Нельзя было терять ни минуты, и Гаврил Генов немедленно, направился в город.
38
Гаврил нашел Димитрова и Коларова в гостинице. Они поднялись на заре и были уже заняты неотложной работой.
И их не удивило сообщение о готовящемся на них покушении. Все было вполне логично, этого и следовало ждать от фашистов. Они знали, что у врагов есть богатый опыт организации убийств. Однако те, кто готовил покушение, не представляли себе, с кем они вступают в поединок.
Решено было немедленно покинуть гостиницу и переселиться на частную квартиру где-нибудь в бедняцких кварталах Ниша. Выполнение этой ответственной задачи поручили Гаврилу. В тот же день он вместе со своими помощниками нашел скромную комнату в доме швеи, бедной вдовы с двумя детьми и старой матерью. В этом доме вожди партии под надежной охраной продолжали свою напряженную работу, связанную с судьбой эмигрантов и дальнейшей борьбой, которая не должна была утихать ни на минуту.
В эту квартиру секретарь партийной организации Ниша товарищ Драгиша принес две тысячи динаров в помощь болгарским эмигрантам. Привел он сюда и секретаря Коммунистической партии Югославии Косту Новаковича, который принес им газету «Радник» — орган независимой рабочей партии Югославии. В газете была напечатана специальная статья о восстании в Болгарии. Новакович сам прочел им отрывок из нее…
«Решительность, с которой борется болгарский пролетариат, проявленные им боевой дух, готовность принести во имя своего дела самые тяжелые жертвы, его героическое самопожертвование, его решимость бороться до последней минуты, величественная классовая солидарность — вот что должно окрылять душу каждого пролетария во всех Балканских странах и служить ему светлым примером проявления передового классового сознания и революционного порыва…»
Они долго комментировали статью и события, которым она была посвящена, задачи, стоявшие перед балканскими народами.
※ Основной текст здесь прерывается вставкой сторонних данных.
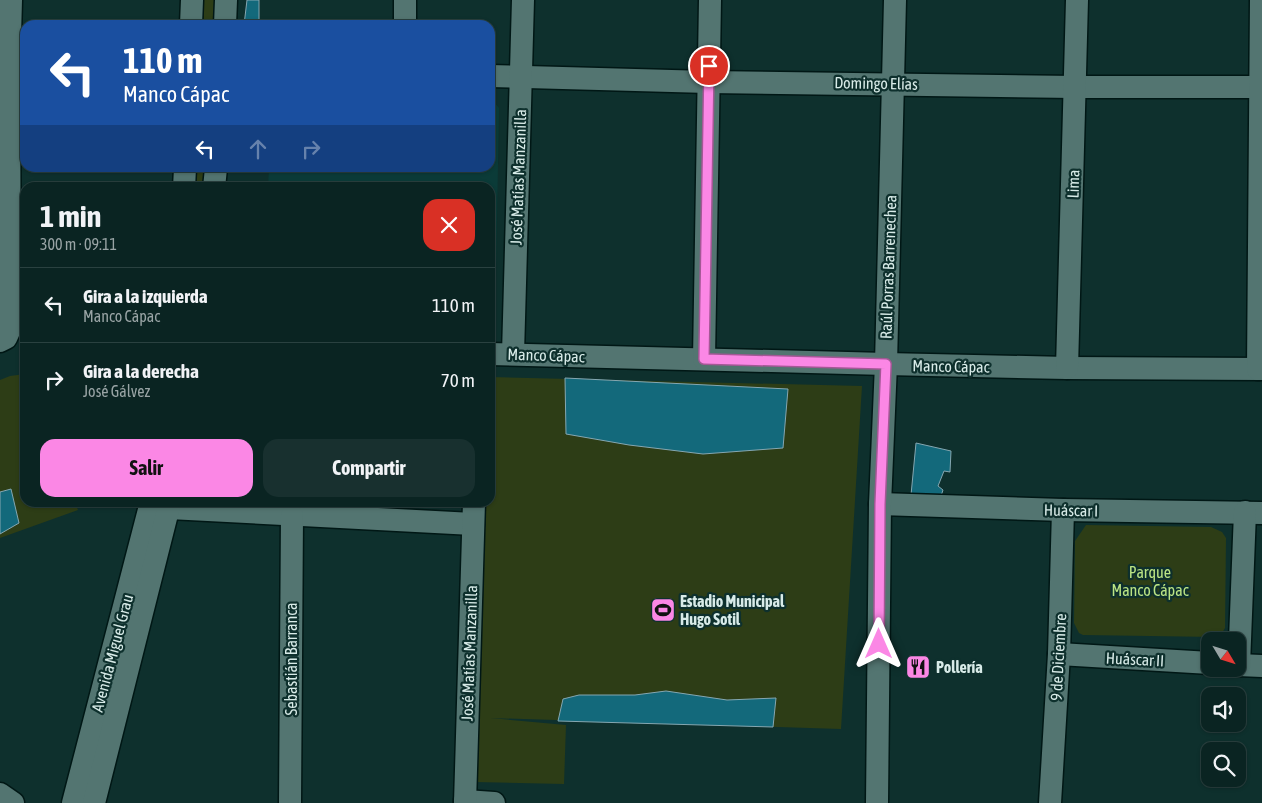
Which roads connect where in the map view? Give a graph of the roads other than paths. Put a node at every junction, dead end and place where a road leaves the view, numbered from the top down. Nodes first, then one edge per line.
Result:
1 (11, 0) edge
2 (192, 0) edge
3 (226, 0) edge
4 (405, 0) edge
5 (523, 0) edge
6 (710, 0) edge
7 (895, 0) edge
8 (1078, 0) edge
9 (1261, 0) edge
10 (191, 20) edge
11 (226, 20) edge
12 (405, 20) edge
13 (11, 72) edge
14 (495, 76) edge
15 (521, 77) junction
16 (708, 82) junction
17 (893, 84) junction
18 (1075, 87) junction
19 (1260, 87) edge
20 (3, 339) edge
21 (495, 354) edge
22 (513, 354) junction
23 (704, 359) junction
24 (886, 364) junction
25 (1067, 368) junction
26 (1260, 369) edge
27 (880, 504) junction
28 (159, 507) edge
29 (160, 507) edge
30 (184, 507) edge
31 (1063, 510) junction
32 (473, 513) edge
33 (1254, 513) edge
34 (292, 516) junction
35 (1241, 632) edge
36 (1059, 654) junction
37 (1201, 662) edge
38 (1246, 665) edge
39 (1262, 666) edge
40 (0, 794) edge
41 (465, 802) edge
42 (12, 803) edge
43 (73, 803) edge
44 (94, 803) edge
45 (290, 803) edge
46 (494, 803) edge
47 (877, 803) edge
48 (1050, 803) edge

1 - 13 street
2 - 10 street
3 - 11 street
4 - 12 street
5 - 15 street, José Matías Manzanilla
6 - 16 street
7 - 17 street, Raúl Porras Barrenechea
8 - 18 street, Lima
9 - 19 street
13 - 20 street
14 - 15 street, Domingo Elías
15 - 16 street, Domingo Elías
15 - 22 street, José Matías Manzanilla
16 - 17 street, Domingo Elías
16 - 23 street
17 - 18 street, Domingo Elías
17 - 24 street, Raúl Porras Barrenechea
18 - 19 street, Domingo Elías
18 - 25 street, Lima
19 - 26 street
21 - 22 street, Manco Cápac
22 - 23 street, Manco Cápac
23 - 24 street, Manco Cápac
24 - 25 street, Manco Cápac
24 - 27 street, Raúl Porras Barrenechea
25 - 26 street, Manco Cápac
27 - 31 street, Huáscar I
27 - 47 street, Raúl Porras Barrenechea
28 - 43 street, Avenida Miguel Grau
29 - 44 street, Avenida Miguel Grau
30 - 34 street
31 - 33 street, Huáscar I
31 - 36 street, 9 de Diciembre
32 - 34 street
32 - 41 street, José Matías Manzanilla
33 - 35 street
34 - 45 street, Sebastián Barranca
36 - 37 street, Huáscar II
36 - 48 street, 9 de Diciembre
38 - 39 street
40 - 42 street
41 - 46 street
Размышляли о проблеме создания сети конспиративной связи, так необходимой для обеспечения постоянных контактов с Болгарией. Драгиша и Коста Новакович выразили готовность оказать любую помощь, которая была бы в их силах: явки, курьеры, каналы для связи. Это обещали сделать коммунисты пограничных районов.
В этой квартире произошла встреча с Николой Ивошевичем, братом Любы. Здесь были обдуманы и организованы проводы Николы в Софию, с поручением связаться с Центральным Комитетом Болгарской коммунистической партии и в дальнейшем продолжать работу в Болгарии.
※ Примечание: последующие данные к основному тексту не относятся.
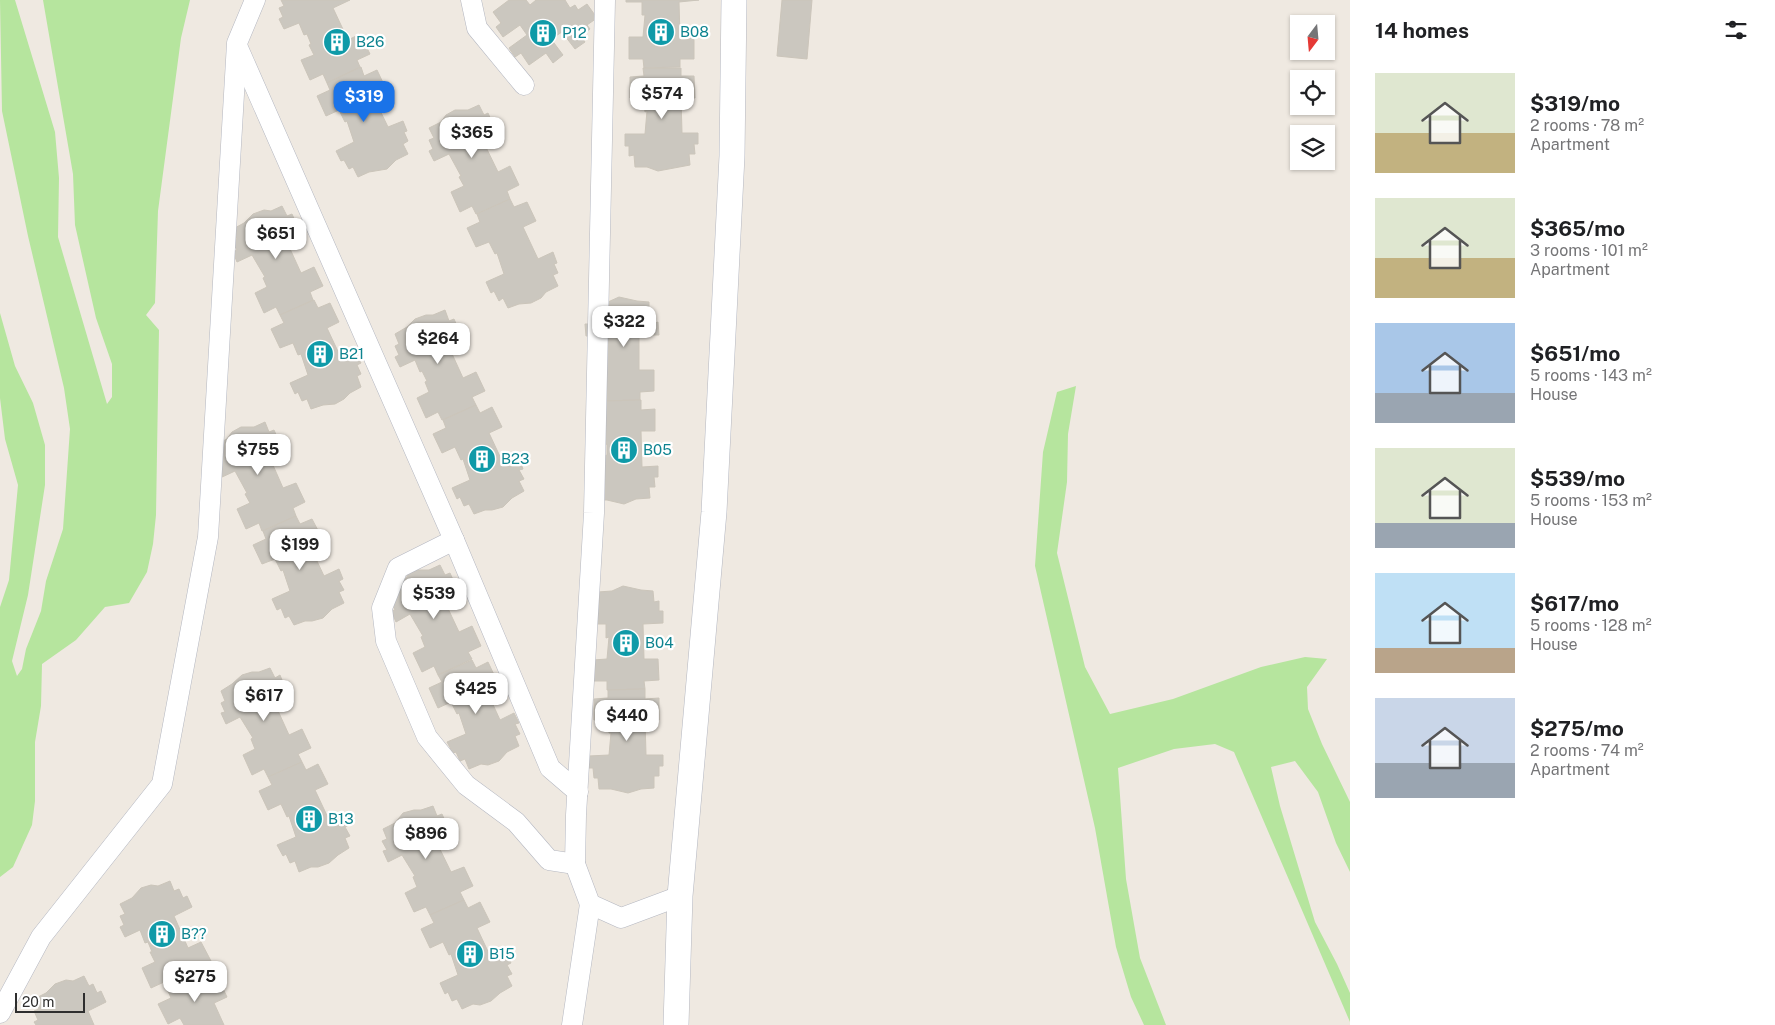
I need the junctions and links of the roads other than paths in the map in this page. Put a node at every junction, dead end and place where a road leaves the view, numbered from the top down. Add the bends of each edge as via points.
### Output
1 (255, 0) edge
2 (471, 0) edge
3 (605, 0) edge
4 (734, 0) edge
5 (237, 44) junction
6 (524, 85) dead end
7 (454, 540) junction
8 (578, 792) junction
9 (575, 864) junction
10 (680, 896) junction
11 (590, 904) junction
12 (0, 1013) edge
13 (572, 1025) edge
14 (676, 1025) edge

1 - 5 street
2 - 6 street via 476,28
3 - 8 street via 594,513
4 - 10 street via 732,156 714,512
5 - 7 street
5 - 12 street via 208,537 162,784 41,937
7 - 8 street via 550,768
7 - 9 street via 398,568 382,608 386,641 427,737 466,785 516,822 549,860
8 - 9 street
9 - 11 street
10 - 11 street via 621,918
10 - 14 street
11 - 13 street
2 октября, дождливым и мрачным днем, в притихшей комнатушке было написано «Открытое письмо». По словам очевидцев, письмо написали Коларов и Димитров. После этого оно было одобрено эмигрантской партийной организацией.
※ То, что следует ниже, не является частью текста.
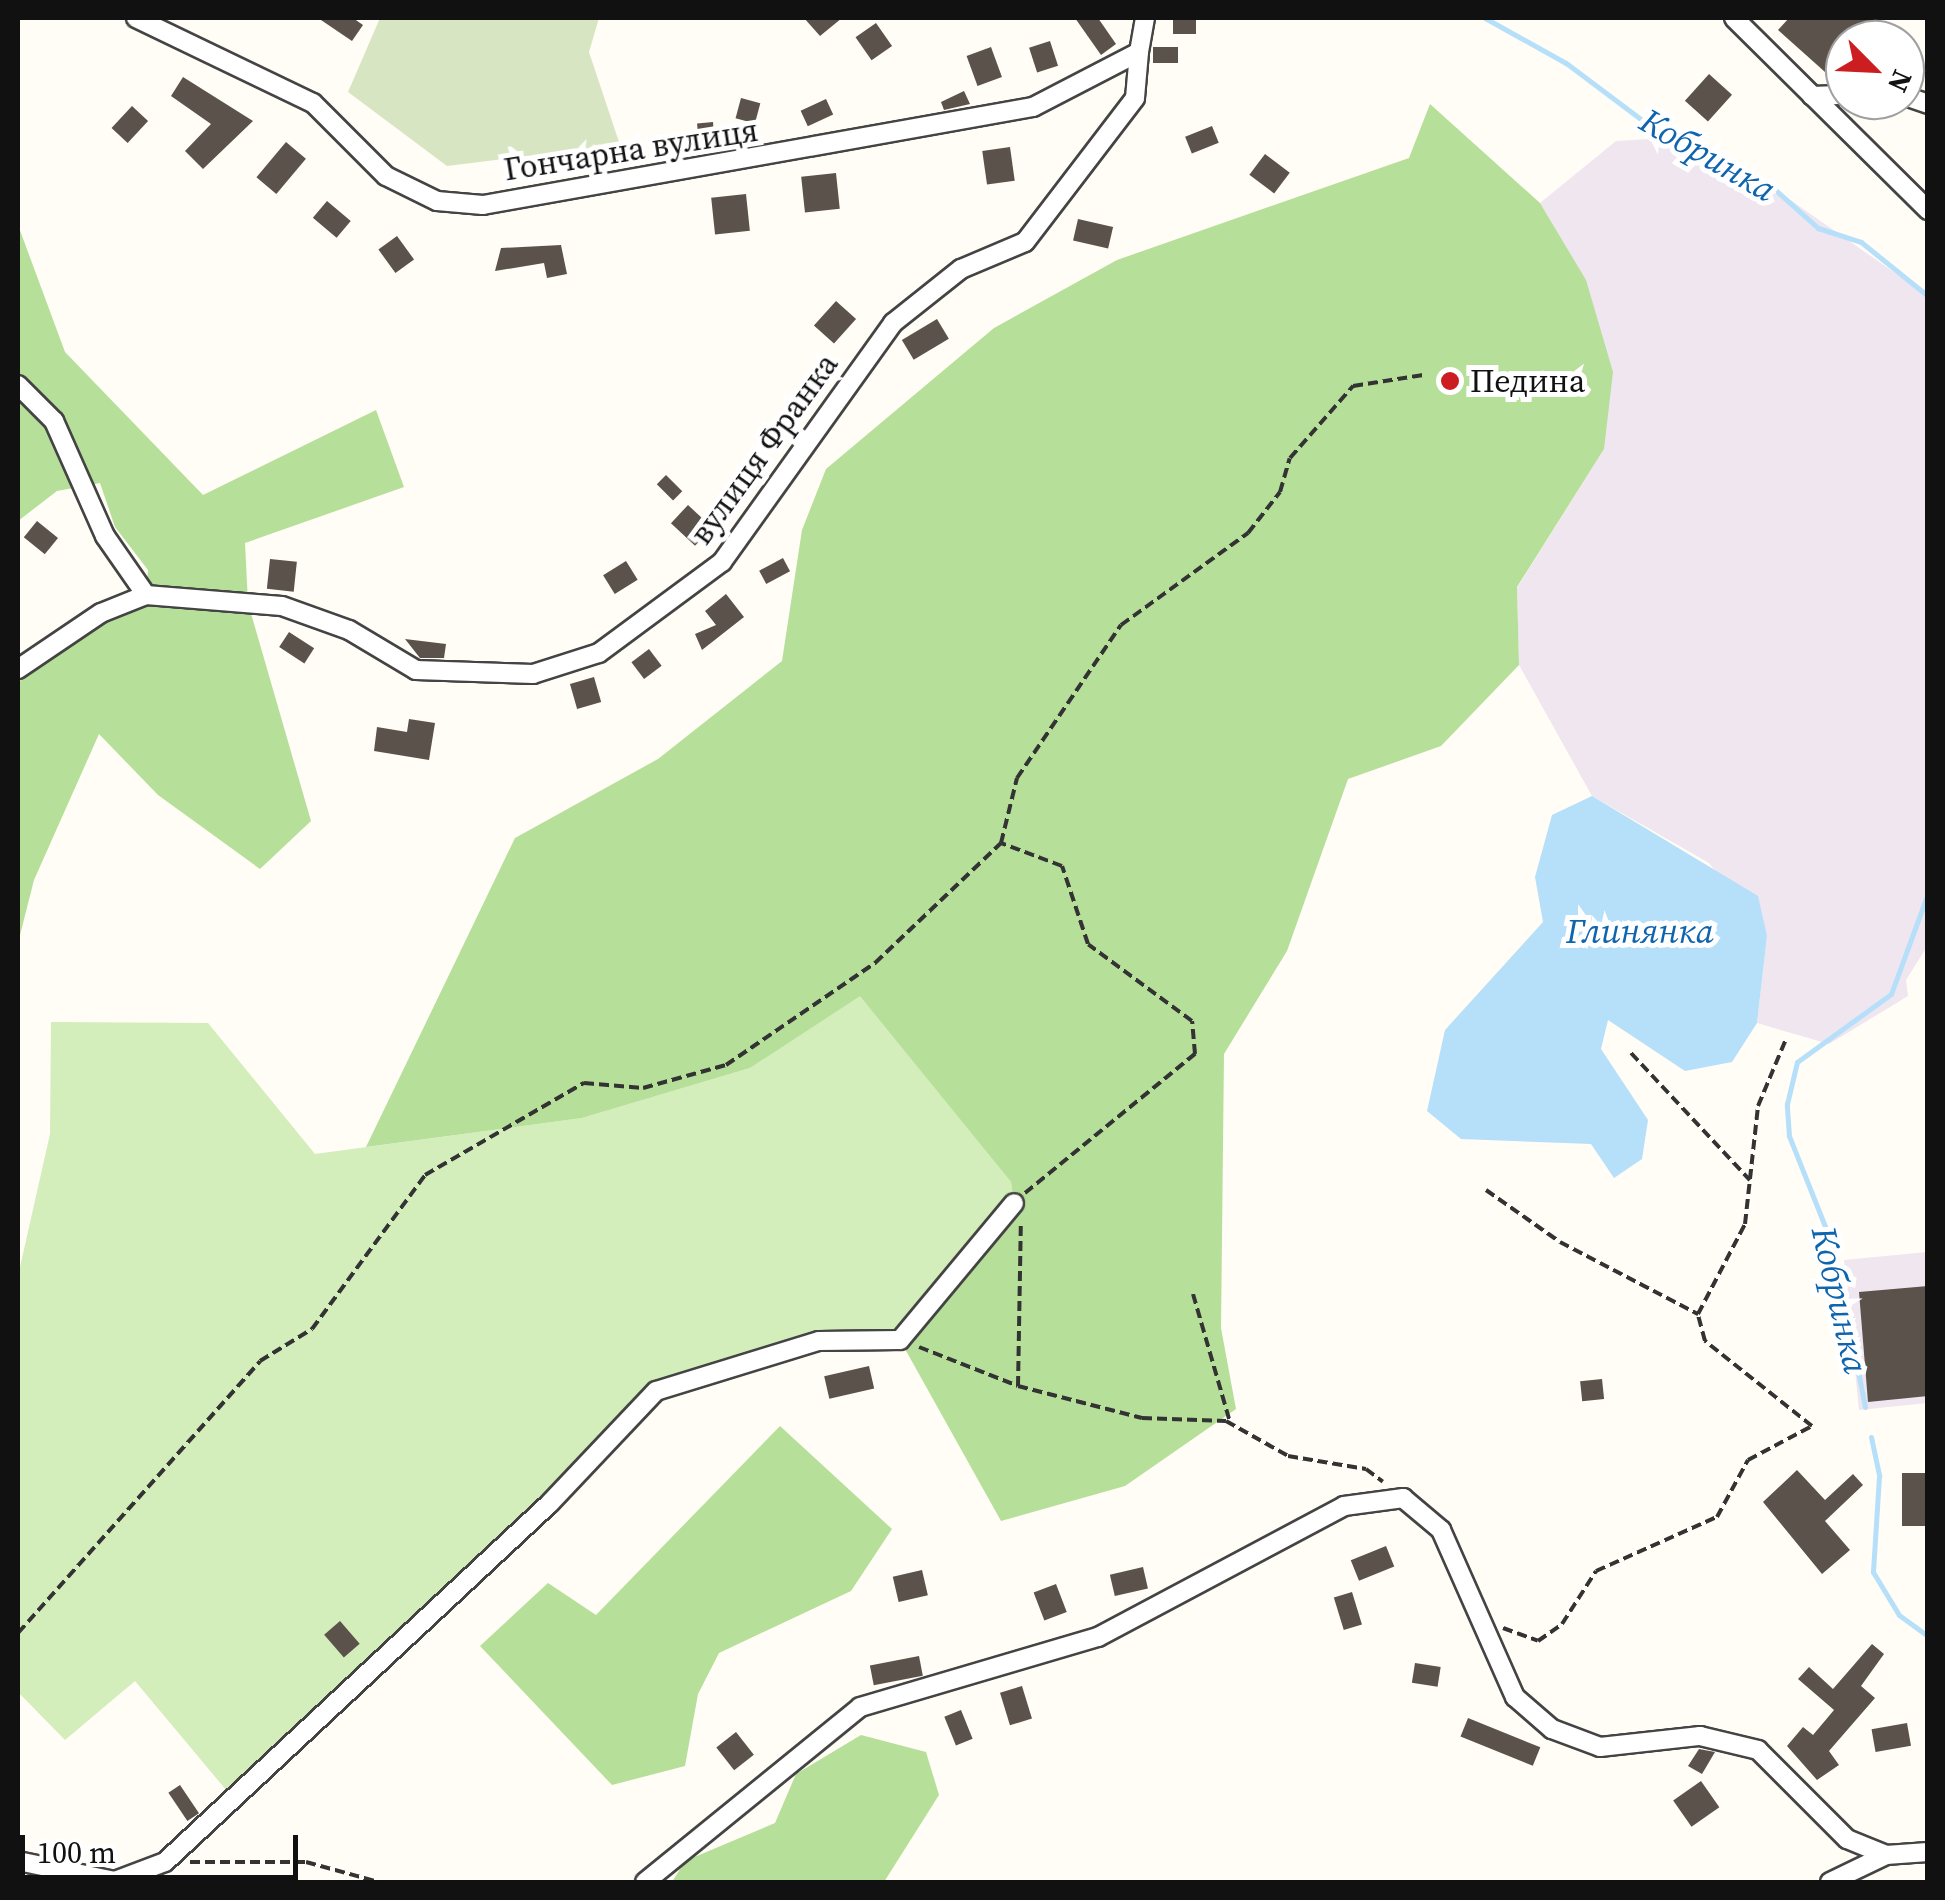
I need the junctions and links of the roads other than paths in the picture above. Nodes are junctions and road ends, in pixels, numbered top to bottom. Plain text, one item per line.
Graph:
1 (136, 18) edge
2 (1145, 18) edge
3 (1734, 18) edge
4 (1139, 52) junction
5 (1812, 96) junction
6 (1825, 96) edge
7 (1928, 210) edge
8 (18, 385) edge
9 (146, 595) junction
10 (18, 669) edge
11 (1018, 1200) road end
12 (1928, 1852) edge
13 (1886, 1855) junction
14 (18, 1861) edge
15 (645, 1882) edge
16 (1830, 1882) edge

1 - 4 street, Гончарна вулиця
2 - 4 street
3 - 5 street
4 - 9 street, вулиця Франка
5 - 6 street
5 - 7 street
8 - 9 street
9 - 10 street, вулиця Франка
11 - 14 street
12 - 13 street
13 - 15 street
13 - 16 street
7 октября Коларов и Димитров расстались с боевыми товарищами. Разлука была временной. Им предстояли новые встречи в Белграде, Вене, а позже и в Советском Союзе.
После долгой и обстоятельной беседы Димитров и Коларов простились с Гаврилом Геновым. Они советовали ему заботиться об эмигрантах, беречь как зеницу ока партийное единство, крепить ряды борцов, делать все для укрепления единого антифашистского фронта.
— Обеспечьте связь с Болгарией. Борьба не должна утихать до тех пор, пока фашизм в Болгарии не будет свергнут.
На основании этих указаний вскоре были созданы многие каналы связи. Один из таких каналов проходил через Цариброд, Зайчар, Чипровцы. Так были восстановлены партийные организации во Врачанском и Видинском округах, снова отправлялись по тайным и опасным дорогам и тропам опытные конспираторы и бойцы революции.
Гаврил Генов руководил передвижением нелегальных групп, проникавших в Болгарию. Скоро в глубоком подполье снова возродилась активная борьба болгарского народа против монархо-фашистских диктаторов.
Сигналом к этой борьбе послужило «Открытое письмо».
«…Оказалось невозможным, — будет вспоминать Коларов, — наше «Открытое письмо» напечатать в Нише. Это можно было сделать только в Белграде. К счастью, мы получили разрешение и сразу же выехали в столицу Югославии. Когда принесли корректуру, то мы очень расстроились, так как текст письма был набран очень небрежно. Тогда Георгий схватил гранки и побежал в типографию. Позже он рассказывал: «Хотя я целых двадцать лет не становился к наборной кассе, но, оказавшись перед ней, почувствовал себя, как и прежде, наборщиком и совершенно свободно и быстро набрал письмо».